The Llanarth Group’s second Samuel Beckett offering for the Malta Arts Festival was Four Short Plays, all very short in fact, performed indoors at the Palazzo de Piro, Mdina. They are not exactly bubbly pieces, overflowing with the joy of life, so I suspect that the audience which had paid to have drinks and nibbles between one play and another, truly enjoyed the convivial atmosphere of the intervals.

Beckett’s text calls for all the man’s misadventures to be engineered automatically, whereas Zarrilli... has invented an Assistant- Paul Xuereb

The pieces, all of them directed by Philip Zarrilli, were performed in different parts of the palazzo, ranging from a couple of very hot rooms in which everyone perspired, to a cool cellar and a pleasant courtyard. The piece performed in the courtyard, Act Without Words I is the only piece that, despite its gloomy implication, is on the light side. It presents a man (Andy Crook) whom life literally buffets from side to side, whose desire to seek shelter from the sun glaring down on the desert where he finds himself is thwarted, who is tantalised when a carafe of water is offered to him but left just beyond his reach. By the end, when the man is so demoralised that he will not even grab the carafe when for once it is within his reach, the piece stops being funny.

Beckett’s text calls for all the man’s misadventures to be engineered automatically, whereas Zarrilli, presumably because Palazzo de Piro does not provide flies and proper wings, has invented an Assistant, played by himself, who is the visible torturer of the man.

The trouble is that the Assistant makes use of a ladder for some of his important acts, a ladder that the man, one thinks, could have used to reach what is dangling above him. Clearly the audience is meant to regard the ladder as invisible to the man, a suspension of disbelief that does not come easily. Zarrilli also ignored the direction for ‘dazzling light’ and ‘desert’ and in fact when the man first came in he was actually wearing a tie.

The fact that this piece is one of Beckett’s very minor works makes Zarrilli’s departures quite understandable in view of the limited technical facilities at the palazzo.
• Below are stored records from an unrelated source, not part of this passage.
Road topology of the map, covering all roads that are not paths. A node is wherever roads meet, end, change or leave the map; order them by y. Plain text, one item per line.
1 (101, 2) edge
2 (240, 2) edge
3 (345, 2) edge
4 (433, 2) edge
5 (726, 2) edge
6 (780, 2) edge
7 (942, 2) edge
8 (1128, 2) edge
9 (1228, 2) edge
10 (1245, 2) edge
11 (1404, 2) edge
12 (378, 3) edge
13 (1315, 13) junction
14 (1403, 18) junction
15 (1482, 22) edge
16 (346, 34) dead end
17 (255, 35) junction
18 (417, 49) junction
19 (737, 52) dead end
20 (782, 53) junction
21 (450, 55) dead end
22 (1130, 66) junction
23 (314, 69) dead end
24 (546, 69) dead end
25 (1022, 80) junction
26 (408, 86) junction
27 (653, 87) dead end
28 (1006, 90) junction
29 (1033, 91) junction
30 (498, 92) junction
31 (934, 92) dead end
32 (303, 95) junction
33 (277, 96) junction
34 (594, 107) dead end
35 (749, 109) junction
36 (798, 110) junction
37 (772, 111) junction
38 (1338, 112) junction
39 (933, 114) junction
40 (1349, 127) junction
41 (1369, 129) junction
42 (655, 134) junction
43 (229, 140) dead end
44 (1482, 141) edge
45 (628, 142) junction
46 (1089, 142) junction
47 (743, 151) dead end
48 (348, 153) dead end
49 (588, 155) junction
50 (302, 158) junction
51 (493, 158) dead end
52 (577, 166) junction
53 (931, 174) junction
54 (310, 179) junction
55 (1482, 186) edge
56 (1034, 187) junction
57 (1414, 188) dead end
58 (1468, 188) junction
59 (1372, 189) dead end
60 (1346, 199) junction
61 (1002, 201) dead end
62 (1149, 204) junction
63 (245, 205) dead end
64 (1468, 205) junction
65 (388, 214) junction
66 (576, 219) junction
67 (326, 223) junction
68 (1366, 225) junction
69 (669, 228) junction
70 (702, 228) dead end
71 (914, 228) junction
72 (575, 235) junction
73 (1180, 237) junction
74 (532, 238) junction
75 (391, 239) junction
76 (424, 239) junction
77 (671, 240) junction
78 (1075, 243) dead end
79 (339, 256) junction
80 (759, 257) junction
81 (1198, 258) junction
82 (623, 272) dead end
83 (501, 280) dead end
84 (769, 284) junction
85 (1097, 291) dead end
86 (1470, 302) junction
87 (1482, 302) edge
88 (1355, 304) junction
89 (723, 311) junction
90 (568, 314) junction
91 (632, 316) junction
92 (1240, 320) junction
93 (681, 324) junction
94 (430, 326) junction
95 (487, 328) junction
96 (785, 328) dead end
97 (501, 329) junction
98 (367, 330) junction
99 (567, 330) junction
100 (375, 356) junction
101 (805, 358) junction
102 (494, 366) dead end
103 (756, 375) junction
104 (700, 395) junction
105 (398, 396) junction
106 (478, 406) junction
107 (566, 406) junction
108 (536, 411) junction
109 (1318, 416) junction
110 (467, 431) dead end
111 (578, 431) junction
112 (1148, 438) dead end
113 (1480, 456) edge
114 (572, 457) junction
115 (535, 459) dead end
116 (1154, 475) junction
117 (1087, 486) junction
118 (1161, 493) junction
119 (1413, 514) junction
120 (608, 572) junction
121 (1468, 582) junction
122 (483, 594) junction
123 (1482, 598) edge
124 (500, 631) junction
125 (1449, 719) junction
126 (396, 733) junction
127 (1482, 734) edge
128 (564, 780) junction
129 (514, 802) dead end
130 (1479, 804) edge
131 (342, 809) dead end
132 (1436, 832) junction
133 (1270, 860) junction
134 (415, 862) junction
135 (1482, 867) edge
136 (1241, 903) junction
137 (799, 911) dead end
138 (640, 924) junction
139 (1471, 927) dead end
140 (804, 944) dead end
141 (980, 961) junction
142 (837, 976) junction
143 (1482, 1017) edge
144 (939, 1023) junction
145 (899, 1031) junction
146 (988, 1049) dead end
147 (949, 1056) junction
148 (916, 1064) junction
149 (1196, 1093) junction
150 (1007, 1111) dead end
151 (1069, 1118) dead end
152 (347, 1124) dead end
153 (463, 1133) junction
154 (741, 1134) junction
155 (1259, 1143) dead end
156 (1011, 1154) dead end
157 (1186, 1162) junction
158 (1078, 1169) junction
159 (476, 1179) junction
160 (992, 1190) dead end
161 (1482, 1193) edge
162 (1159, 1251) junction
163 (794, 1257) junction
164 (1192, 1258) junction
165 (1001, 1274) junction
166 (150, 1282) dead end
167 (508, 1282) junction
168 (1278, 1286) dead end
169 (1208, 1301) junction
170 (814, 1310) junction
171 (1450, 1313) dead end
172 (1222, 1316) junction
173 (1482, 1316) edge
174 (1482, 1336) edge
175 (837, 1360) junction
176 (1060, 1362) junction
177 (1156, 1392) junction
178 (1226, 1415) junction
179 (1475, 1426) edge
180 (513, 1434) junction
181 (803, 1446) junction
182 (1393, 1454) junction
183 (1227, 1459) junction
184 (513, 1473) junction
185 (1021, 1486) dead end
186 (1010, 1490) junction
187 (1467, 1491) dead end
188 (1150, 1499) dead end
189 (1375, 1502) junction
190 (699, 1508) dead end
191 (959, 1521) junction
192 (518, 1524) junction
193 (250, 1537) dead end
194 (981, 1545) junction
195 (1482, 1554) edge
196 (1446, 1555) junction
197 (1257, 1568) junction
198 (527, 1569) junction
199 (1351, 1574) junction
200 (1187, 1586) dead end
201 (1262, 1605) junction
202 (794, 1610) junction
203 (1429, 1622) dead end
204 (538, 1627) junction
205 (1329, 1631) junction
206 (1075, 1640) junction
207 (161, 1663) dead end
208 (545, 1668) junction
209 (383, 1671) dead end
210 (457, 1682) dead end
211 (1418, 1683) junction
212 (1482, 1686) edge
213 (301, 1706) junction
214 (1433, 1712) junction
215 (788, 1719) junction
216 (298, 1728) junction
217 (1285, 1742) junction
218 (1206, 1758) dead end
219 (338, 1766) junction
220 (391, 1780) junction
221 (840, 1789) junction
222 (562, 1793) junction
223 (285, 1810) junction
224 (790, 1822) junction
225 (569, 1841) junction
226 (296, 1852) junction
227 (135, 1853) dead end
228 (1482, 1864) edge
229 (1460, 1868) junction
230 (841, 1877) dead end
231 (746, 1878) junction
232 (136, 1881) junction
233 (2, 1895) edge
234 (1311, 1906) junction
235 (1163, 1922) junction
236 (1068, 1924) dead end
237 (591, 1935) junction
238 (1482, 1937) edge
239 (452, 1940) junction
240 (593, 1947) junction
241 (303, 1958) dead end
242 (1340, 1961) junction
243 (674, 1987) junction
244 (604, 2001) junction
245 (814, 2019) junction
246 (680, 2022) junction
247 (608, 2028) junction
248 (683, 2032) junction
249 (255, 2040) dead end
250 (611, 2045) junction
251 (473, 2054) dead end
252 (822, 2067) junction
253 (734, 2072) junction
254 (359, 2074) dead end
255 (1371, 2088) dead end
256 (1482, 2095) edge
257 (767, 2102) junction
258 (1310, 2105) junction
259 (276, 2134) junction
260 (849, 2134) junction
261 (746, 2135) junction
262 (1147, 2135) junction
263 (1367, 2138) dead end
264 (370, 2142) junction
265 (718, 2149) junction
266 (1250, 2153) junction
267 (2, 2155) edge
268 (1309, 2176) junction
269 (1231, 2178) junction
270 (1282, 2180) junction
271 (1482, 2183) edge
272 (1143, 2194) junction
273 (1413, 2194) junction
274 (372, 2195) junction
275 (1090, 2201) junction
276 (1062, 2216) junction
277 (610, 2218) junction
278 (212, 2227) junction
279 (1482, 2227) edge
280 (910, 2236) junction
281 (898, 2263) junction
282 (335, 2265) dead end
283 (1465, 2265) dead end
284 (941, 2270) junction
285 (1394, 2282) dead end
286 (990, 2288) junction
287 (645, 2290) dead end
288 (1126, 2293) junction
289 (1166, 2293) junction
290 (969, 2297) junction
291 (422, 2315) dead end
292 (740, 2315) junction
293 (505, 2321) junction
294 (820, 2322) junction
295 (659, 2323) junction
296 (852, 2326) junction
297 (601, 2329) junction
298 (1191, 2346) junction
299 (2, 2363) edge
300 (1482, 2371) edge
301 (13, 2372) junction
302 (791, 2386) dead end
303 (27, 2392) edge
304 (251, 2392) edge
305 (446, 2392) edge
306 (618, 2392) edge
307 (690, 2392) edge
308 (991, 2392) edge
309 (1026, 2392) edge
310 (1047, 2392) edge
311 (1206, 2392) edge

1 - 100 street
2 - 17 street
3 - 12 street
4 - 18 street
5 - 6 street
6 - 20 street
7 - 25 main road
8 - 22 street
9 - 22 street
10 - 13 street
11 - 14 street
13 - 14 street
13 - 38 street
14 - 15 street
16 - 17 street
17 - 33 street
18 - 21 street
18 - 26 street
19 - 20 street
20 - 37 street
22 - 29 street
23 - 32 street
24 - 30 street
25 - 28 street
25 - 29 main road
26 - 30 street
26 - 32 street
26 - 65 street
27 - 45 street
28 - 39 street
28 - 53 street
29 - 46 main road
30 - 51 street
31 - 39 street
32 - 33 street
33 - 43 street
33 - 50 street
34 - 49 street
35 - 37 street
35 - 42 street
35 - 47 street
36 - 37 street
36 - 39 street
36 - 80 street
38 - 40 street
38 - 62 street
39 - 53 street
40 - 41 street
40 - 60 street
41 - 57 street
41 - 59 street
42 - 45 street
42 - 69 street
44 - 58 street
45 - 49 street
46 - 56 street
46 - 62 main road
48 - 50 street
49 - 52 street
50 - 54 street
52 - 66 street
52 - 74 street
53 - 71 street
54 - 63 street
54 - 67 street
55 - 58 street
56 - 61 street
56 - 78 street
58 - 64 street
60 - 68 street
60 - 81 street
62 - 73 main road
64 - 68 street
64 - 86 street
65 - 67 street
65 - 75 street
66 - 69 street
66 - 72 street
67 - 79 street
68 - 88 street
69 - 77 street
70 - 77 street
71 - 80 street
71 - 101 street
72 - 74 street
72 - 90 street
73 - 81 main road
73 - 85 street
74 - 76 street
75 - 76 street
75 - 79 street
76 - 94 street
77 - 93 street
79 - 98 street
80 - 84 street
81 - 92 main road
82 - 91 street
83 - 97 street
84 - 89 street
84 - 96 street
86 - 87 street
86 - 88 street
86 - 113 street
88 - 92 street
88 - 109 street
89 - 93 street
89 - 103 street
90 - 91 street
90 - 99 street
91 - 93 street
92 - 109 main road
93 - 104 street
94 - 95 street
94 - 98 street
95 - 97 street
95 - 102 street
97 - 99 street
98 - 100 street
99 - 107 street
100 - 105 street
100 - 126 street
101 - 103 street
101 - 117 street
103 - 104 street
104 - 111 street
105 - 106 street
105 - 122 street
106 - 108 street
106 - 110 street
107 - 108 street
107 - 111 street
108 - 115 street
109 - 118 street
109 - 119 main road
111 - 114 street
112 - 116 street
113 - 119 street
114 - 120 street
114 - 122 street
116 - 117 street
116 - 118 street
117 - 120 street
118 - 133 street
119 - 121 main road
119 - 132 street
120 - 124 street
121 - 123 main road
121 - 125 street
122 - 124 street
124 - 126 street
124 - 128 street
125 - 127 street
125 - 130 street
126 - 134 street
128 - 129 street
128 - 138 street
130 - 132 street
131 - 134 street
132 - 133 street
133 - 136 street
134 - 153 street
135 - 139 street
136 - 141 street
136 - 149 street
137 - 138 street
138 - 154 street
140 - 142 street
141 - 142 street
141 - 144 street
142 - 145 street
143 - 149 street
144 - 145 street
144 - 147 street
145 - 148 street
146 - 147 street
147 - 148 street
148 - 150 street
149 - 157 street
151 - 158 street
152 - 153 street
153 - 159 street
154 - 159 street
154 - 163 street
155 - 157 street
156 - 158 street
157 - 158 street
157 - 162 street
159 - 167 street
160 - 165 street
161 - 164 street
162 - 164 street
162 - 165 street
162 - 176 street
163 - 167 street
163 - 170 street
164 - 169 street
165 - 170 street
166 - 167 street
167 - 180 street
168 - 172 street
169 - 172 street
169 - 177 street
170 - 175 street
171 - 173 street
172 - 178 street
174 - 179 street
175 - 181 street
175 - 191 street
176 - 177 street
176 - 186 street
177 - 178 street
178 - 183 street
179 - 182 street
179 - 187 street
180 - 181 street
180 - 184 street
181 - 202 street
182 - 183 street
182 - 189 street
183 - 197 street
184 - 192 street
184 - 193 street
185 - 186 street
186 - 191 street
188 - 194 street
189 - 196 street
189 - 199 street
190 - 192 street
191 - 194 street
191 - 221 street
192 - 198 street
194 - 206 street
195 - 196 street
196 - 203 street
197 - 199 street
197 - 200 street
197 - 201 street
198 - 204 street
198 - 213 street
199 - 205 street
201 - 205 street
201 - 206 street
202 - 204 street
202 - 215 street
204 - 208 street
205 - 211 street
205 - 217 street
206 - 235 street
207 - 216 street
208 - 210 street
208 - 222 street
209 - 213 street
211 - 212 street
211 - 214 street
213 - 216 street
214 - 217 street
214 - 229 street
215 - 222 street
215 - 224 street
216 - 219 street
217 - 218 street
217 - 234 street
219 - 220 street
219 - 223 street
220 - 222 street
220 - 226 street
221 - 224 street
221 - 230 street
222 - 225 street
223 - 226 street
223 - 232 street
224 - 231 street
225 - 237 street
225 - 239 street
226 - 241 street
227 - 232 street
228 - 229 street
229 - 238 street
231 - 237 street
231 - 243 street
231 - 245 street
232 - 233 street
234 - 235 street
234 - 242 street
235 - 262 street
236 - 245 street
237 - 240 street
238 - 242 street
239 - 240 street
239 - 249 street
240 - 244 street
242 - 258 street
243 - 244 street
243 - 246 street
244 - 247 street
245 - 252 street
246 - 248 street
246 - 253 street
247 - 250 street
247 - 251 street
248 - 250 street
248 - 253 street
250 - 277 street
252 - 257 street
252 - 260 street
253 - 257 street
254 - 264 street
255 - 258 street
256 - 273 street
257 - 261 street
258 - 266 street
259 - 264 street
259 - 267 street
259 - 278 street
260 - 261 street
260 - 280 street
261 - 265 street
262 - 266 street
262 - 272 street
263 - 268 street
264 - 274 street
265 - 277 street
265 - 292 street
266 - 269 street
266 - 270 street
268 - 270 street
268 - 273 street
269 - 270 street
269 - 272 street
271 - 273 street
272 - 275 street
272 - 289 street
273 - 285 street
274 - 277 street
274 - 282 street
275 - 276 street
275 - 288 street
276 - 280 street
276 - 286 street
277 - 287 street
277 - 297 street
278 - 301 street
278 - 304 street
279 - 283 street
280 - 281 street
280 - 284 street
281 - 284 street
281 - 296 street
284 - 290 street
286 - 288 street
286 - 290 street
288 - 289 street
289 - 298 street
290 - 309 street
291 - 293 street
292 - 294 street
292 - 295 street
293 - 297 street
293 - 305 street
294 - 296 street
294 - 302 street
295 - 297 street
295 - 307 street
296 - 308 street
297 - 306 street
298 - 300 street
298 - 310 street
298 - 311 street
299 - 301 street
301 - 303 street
Zarrilli also played in Ohio Impromptu, another short piece, this time however depending very largely on what is said and involving practically no action. The setting is as usual minimalist: a table at which a man with long white hair, wearing a long black robe, is reading to another man having exactly the same white hair and black robe. The second man, the Listener, occasionally knocks on the table for the Reader to pause and sometimes repeat what he has just read. The text is about the flight of the Listener from the place where he enjoyed and lost his love and the Reader, we find out, is a ghostly emissary sent by his dead love to comfort the Listener.

The readings have been repeated for some time, but this, we learn at the end, is now the last reading. Reader and Listener find spiritual conjunction in the same way as the two branches of the river Seine come together below the Listener’s house.

Patricia Boyette turns out two fine performances in Not I and Rockaby. The former is the play made famous by the fact that all we see of the only speaker is a spot lit mouth seen eight feet above the acting area, all the rest of the woman’s body being hidden from the audience. The play was one of the works by Beckett that made the British actress Billie Whitelaw famous and it was this actress who passed on to Boyette the detailed advice Beckett himself had given Whitelaw about the playing of the part. The monologue has to be spoken at speed, and only a skilful performer can do this without making what she says less than lucid.

The speaker is a woman now 70 who has had a lonely and wretched life until at one moment she lost her consciousness and on recovering it, found she has become immobile but at one point was possessed by a voice that spoke ceaselessly. She does not recognise the voice as being hers, and she knows she has something to tell but never finds out what. What we do learn, however, is that Mouth has experienced a universe in which God the merciful seems to her to be a joke, but despite this her last words in the play are “God is love …tender mercies”, evidence that her childhood religious indoctrination is still working in her.

The other character in the play is a speechless Auditor, a cloaked figure, who tries unsuccessfully to remonstrate four times as Mouth continues to speak of herself in the third person. This figure is thought to have been inspired by the female figure who looks down appalled at the dead Baptist in Caravaggio’s work Beheading of St John the Baptist, a painting that apparently much impressed Beckett on a visit to Malta.

In Rockaby, the sole character is an elderly woman seated in a rocking chair, listening to a voice – hers, her dead mother’s? – describing a vain search over many years for a kin spirit, and later, when her quest becomes hopeless, a search through her window for another window where the blind is drawn up and a face is behind it.

The monologue is spoken softly but clearly and melodiously by Patricia Boyette. This and the repetitions in the monologue produce a lulling, near-hypnotic, effect. No wonder, Beckett’s own French translation of this work is entitled Berceuse.

Towards the end, the woman is clearly sinking, like her mother before her, into death, but right at the end we learn that she is not resigned to her death when she softly utters the words, “F*** life.”